Even if Slate didn’t make the movie with the goal of receiving awards recognition, that doesn’t mean the news on Oscar morning wasn’t incredibly meaningful. “Sometimes you watch the Oscars, or you see what’s been nominated, and it just feels like it’s a big group of lions,” says Slate. “Have you ever heard about how the butterflies migrate? That they go across the whole globe? I sort of feel like that, like something that has been through many transformations, that is rather fragile, but has a path to follow with the migration to make during their life.” She adds: “I’m really happy. I’m very teary. I feel like how I used to feel when I was young, and it was my birthday. Sort of that snow-day feeling. I am really emotional — it’s also bittersweet. I was just thinking I would have loved to call my nana and tell her this happened. She passed away a couple of months ago, [and] I know she would be really proud of me.”
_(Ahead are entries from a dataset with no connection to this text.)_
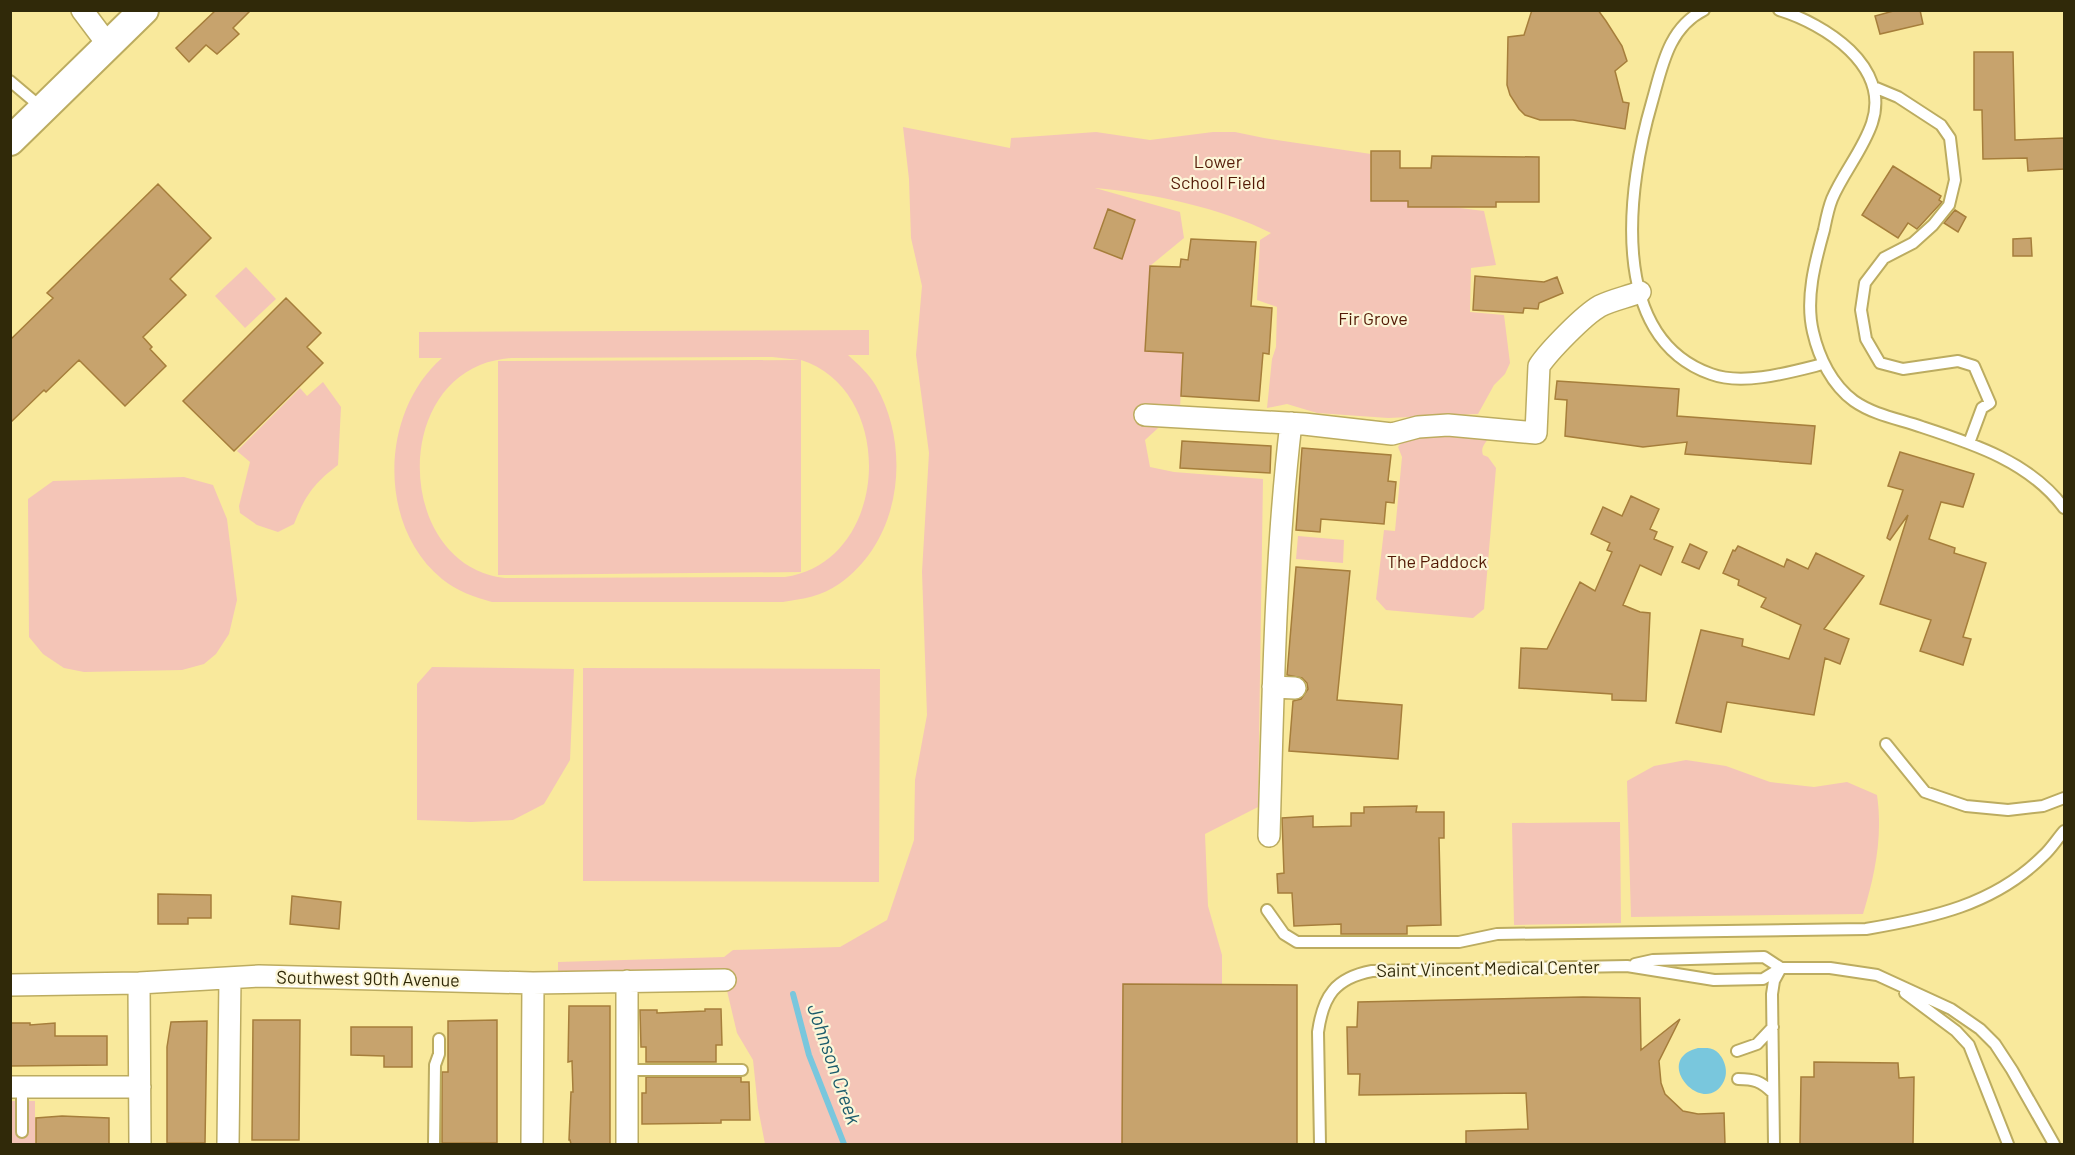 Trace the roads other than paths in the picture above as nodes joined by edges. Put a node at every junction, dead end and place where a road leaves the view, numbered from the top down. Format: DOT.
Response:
graph roads {
  1 [pos="82,10"];
  2 [pos="144,10"];
  3 [pos="1779,10"];
  4 [pos="1702,11"];
  5 [pos="109,45"];
  6 [pos="10,81"];
  7 [pos="1874,87"];
  8 [pos="43,108"];
  9 [pos="10,141"];
  10 [pos="1640,292"];
  11 [pos="1823,364"];
  12 [pos="1145,415"];
  13 [pos="1291,423"];
  14 [pos="1969,443"];
  15 [pos="2064,508"];
  16 [pos="1273,687"];
  17 [pos="1295,688"];
  18 [pos="1886,744"];
  19 [pos="2064,798"];
  20 [pos="2064,831"];
  21 [pos="1269,836"];
  22 [pos="1267,910"];
  23 [pos="1627,966"];
  24 [pos="1781,968"];
  25 [pos="230,978"];
  26 [pos="725,980"];
  27 [pos="627,981"];
  28 [pos="139,982"];
  29 [pos="533,983"];
  30 [pos="10,985"];
  31 [pos="1914,995"];
  32 [pos="1773,1027"];
  33 [pos="439,1039"];
  34 [pos="1737,1051"];
  35 [pos="627,1070"];
  36 [pos="742,1070"];
  37 [pos="1738,1079"];
  38 [pos="16,1087"];
  39 [pos="140,1087"];
  40 [pos="1773,1093"];
  41 [pos="22,1132"];
  42 [pos="140,1144"];
  43 [pos="228,1144"];
  44 [pos="434,1144"];
  45 [pos="532,1144"];
  46 [pos="627,1144"];
  47 [pos="1320,1144"];
  48 [pos="1774,1144"];
  49 [pos="2008,1144"];
  50 [pos="2054,1144"];
  1 -- 5 [label="street"];
  2 -- 5 [label="street"];
  3 -- 7 [label="lane"];
  4 -- 10 [label="lane"];
  5 -- 8 [label="street"];
  6 -- 8 [label="lane"];
  7 -- 11 [label="lane"];
  7 -- 14 [label="lane"];
  8 -- 9 [label="street"];
  10 -- 11 [label="lane"];
  10 -- 13 [label="street"];
  11 -- 14 [label="lane"];
  12 -- 13 [label="street"];
  13 -- 16 [label="street"];
  14 -- 15 [label="lane"];
  16 -- 17 [label="street"];
  16 -- 21 [label="street"];
  18 -- 19 [label="lane"];
  20 -- 22 [label="lane"];
  23 -- 24 [label="lane, Saint Vincent Medical Center"];
  23 -- 24 [label="lane, Saint Vincent Medical Center"];
  23 -- 47 [label="lane, Saint Vincent Medical Center"];
  24 -- 31 [label="lane, Saint Vincent Medical Center"];
  24 -- 32 [label="lane"];
  25 -- 28 [label="street, Southwest 90th Avenue"];
  25 -- 29 [label="street, Southwest 90th Avenue"];
  25 -- 43 [label="street"];
  26 -- 27 [label="street, Southwest 90th Avenue"];
  27 -- 29 [label="street, Southwest 90th Avenue"];
  27 -- 35 [label="street"];
  28 -- 30 [label="street, Southwest 90th Avenue"];
  28 -- 39 [label="street"];
  29 -- 45 [label="street"];
  31 -- 49 [label="lane, Saint Vincent Medical Center"];
  31 -- 50 [label="lane, Saint Vincent Medical Center"];
  32 -- 34 [label="lane"];
  32 -- 40 [label="lane"];
  33 -- 44 [label="lane"];
  35 -- 36 [label="lane"];
  35 -- 46 [label="street"];
  37 -- 40 [label="lane"];
  38 -- 39 [label="street"];
  38 -- 41 [label="lane"];
  39 -- 42 [label="street"];
  40 -- 48 [label="lane"];
}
Marcel isn’t Slate’s only project garnering film’s highest form of recognition this season: She plays a small role in A24’s Everything Everywhere All at Once and earned a SAG Award nom as a member of its ensemble. “My family at Everything Everywhere All at Once — their nominations feel so good,” she says of her co-stars, who she will be rooting for on Oscar night, too. “I am so happy for Michelle [Yeoh] and Jamie [Lee Curtis] and Ke [Huy Quan] and especially for Stephanie [Hsu], who is a dear, dear friend of mine. She’s a person who inhabits true beauty, and I really burst into tears seeing all of these people get waved at by this gigantic light. It’s just the affirmation of such goodness.”
She also reserves praise for filmmaking duo Daniels — “not just for their directing, but for their writing,” says Slate. “It’s an intricate script. And they have really changed cinema forever with what they did.”